Nixon’s Indian Mentor
What made Nixon—whose problematic legacy includes secret White House tapes peppered with racist and antisemitic remarks—care so deeply about Native Americans? The answer goes back to Whittier College, in the fall of 1930, where he met one of his most influential mentors: football coach Wallace Newman, a Luiseño Indian. Nixon was a perennial benchwarmer for the Whittier Poets team, but Coach Newman inspired the scrappy, 150-pound future president to never give up. Nixon reminisced in his memoirs, “I think I learned more from him than any man I have ever known aside from my father.”
Nixon’s White House policy aide John Ehrlichman remembered the president’s deep admiration of his coach. “We used to smile behind our hands about it because he was fond of talking about Chief Newman,” scholar George Pierre Castile quoted Ehrlichman in his book, To Show Heart: Native American Self-Determination and Federal Indian Policy, 1966-1975. “And he used to go on and on, he could rhapsodize about this brave Native American who instilled in his football students the ideals of manhood and Americanism and all this stuff.” Newman, an active tribal leader, would later serve on Nixon's Commission on Physical Fitness and Sports and remain a lifelong friend.

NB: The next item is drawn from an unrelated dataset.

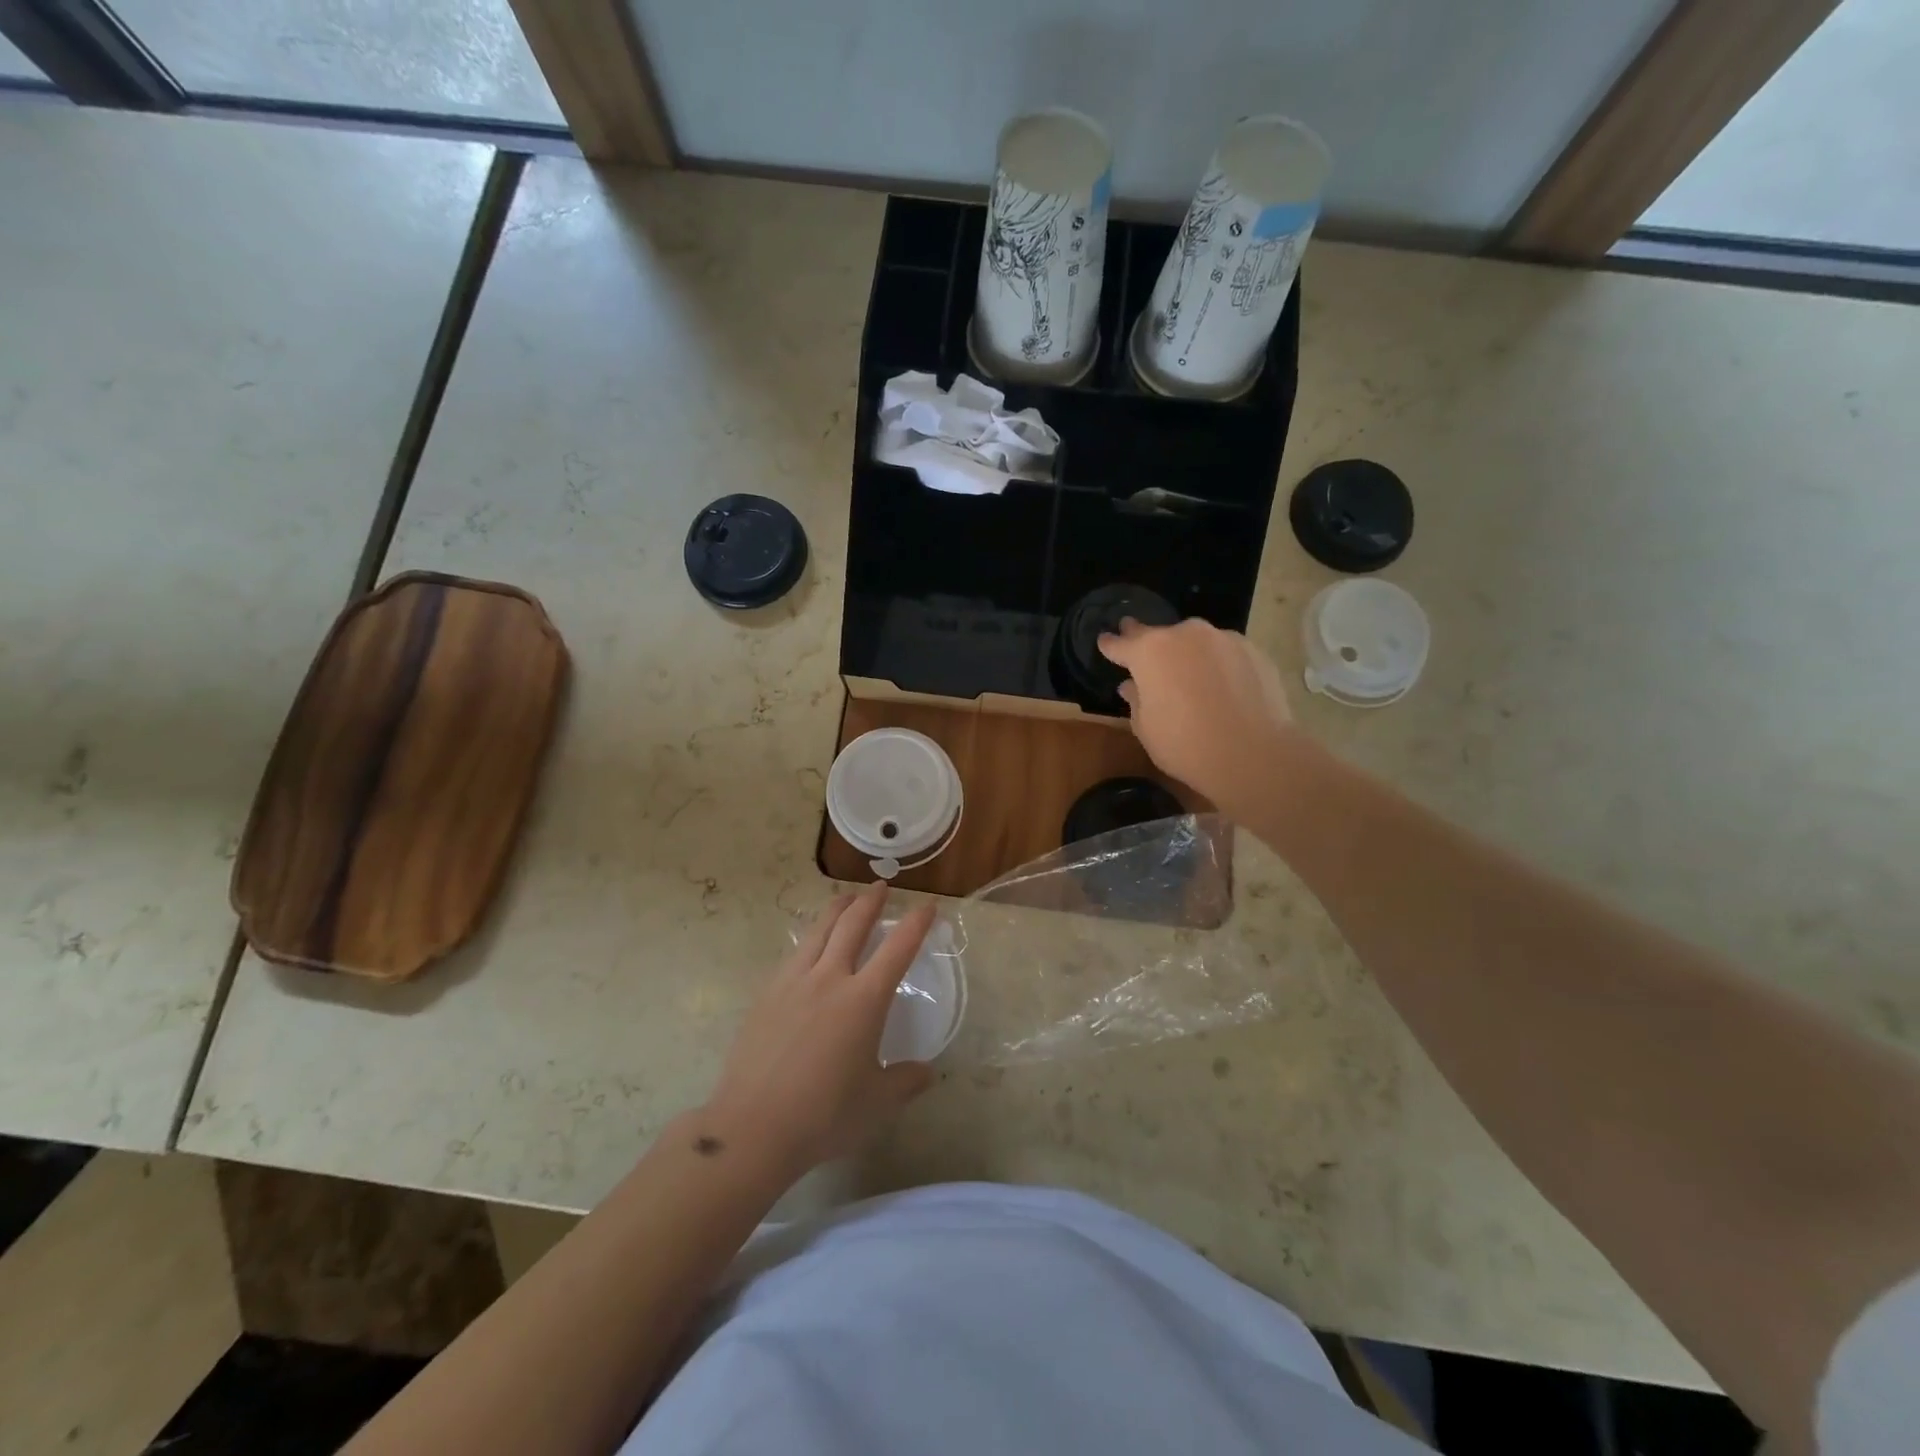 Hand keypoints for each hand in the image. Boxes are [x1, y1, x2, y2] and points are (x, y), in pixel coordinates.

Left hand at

Though he didn’t like to show it, Nixon, who had grown up poor, had strong underdog sympathies. In the early hours of May 8, 1970, according to Castille, Nixon quietly left the White House with his valet, Manuel “Manolo” Sanchez, to talk informally with war protesters camped out at the Lincoln Memorial. They talked about many things—especially about the treatment of people of color. Nixon bemoaned, “What we have done with the American Indians is, in its way, just as bad as what we imposed on Negroes. We took a proud and independent race and destroyed them. We have to find ways to bring them back into decent lives in this country.” During his presidency, he worked to do just that.